Ultimamente tenho pensado em comida nas 18 horas do dia em que estou acordada. E comido. Enquanto como uma coisa, estou pensando em outras mil que tenho vontade de comer, planejo o almoço, o lanche, o jantar com antecedência e tenho aguardado a hora de comer com bastante ansiedade. Mas, não constatei isso sozinha, e sempre achei que estivesse nos limites da normalidade já que sempre fui famosa pelo grande apetite.

Sábado estávamos tomando café da tarde em família, eu comia um misto quente e comentei que estava esperando pelo pão de queijo que estava no forno. Logo depois planejávamos uma ida ao shopping e eu disse empolgada que chegando lá iria direto a tal restaurante comer tal coisa. Foi quando minha irmã disse: – Mãe, acho que essa menina está obssessiva.

Estou assutada até hoje com a possibilidade. É que eu me lembro que até metade do ano passado eu me afogava em prestações de perder de vista e não resistia ao ver um belo sapato, principalmente. Colecionei mais de 50 pares, o que até eu acho muito, visto que sou uma estagiária mal paga como todos os outros. Mas, a minha situação financeira foi do preocupante ao desesperador e tive que parar de comprar. E foi aí que comecei a engordar: 14 quilos em pouco mais de um ano. Dos 48 em 2007 (que eu me desesperava por achar pouco) aos 62 (e aumentando) atualmente (que eu me desespero por achar muito).

O pior é que de umas semana pra cá, prestações todas quitadas, cheque especial sanado, notei que tenho gastado muito com lanchonetes e restaurantes. Percebeu o perigo? Estou consumindo e comendo muito ao mesmo tempo. Repito, estou assustada com isso. Estou assustada por que sei que minha cabeça não anda bem. E a única coisa que me livra de achar que estou com algum distúrbio é justamente o fato de saber (acho que as pessoas depressivas por exemplo não percebem, não é isso?).

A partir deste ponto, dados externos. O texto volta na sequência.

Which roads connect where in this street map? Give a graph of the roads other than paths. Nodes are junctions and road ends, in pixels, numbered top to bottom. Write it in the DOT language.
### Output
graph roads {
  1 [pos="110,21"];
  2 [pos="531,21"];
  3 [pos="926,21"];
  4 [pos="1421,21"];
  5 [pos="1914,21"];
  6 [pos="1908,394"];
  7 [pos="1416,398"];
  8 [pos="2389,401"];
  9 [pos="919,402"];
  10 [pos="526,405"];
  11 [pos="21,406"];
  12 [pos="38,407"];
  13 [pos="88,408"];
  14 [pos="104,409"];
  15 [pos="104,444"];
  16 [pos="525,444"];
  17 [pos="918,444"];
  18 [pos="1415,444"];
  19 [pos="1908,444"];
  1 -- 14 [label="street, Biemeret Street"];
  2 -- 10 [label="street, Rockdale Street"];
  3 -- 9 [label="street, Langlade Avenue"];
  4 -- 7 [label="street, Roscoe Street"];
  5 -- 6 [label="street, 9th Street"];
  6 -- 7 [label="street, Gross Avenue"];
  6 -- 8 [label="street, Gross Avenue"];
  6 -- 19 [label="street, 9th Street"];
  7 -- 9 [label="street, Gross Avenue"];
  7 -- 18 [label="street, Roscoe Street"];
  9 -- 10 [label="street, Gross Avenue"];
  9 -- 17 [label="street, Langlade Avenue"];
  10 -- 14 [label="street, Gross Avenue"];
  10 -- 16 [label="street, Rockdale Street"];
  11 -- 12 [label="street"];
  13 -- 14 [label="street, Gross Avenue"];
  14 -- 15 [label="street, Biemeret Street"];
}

Ando perdendo pensamentos pela metade. Estou resolvendo algo mentalmente e no segundo seguinte esqueço o que estava pensando. Hoje mesmo, lendo as notícias na rádio, vi que as coisas não faziam sentido algum. Uma sensação estranhíssima: era como se eu estivesse lendo algo em um língua totalmente desconhecida: eu conheço o código e sei lê-lo mas não sei o que significa. Por uns instantes tive medo de que estivesse lendo coisas trocadas, palavras inexistentes. Meu cérebro não as reconhecia.

Tenho sensações recorrentes de que vou desligar a qualquer momento. Olho para as coisas e elas me parecem frames, não uma realidade na qual estou, mas algo que olho de fora. Mas ao mesmo tempo, continuo agindo normalmente, ou pelo menos ninguém notou nada anormal. É como se eu estivesse dividida em duas: uma parte automatizada, que continua fazendo as coisas para as quais foi programada. E uma parte consciente que não consegue se conectar à outra. Que  vê tudo distorcido, de fora.

E Deus sabe que sofro porque não sou do tipo de pessoa que fala. Divido todas as leviandades da minha vida com todo mundo. As histórias bizarras, engraçadas, pitorescas. Mas o pesado fica aqui, guardado. Anos e anos de dores amontoadas que eu não me lembro de ter dividido de forma integral com ninguém. Se tanto, aos pedaços aqui.

Tenho medo e não consigo dizer. Alguma ajuda?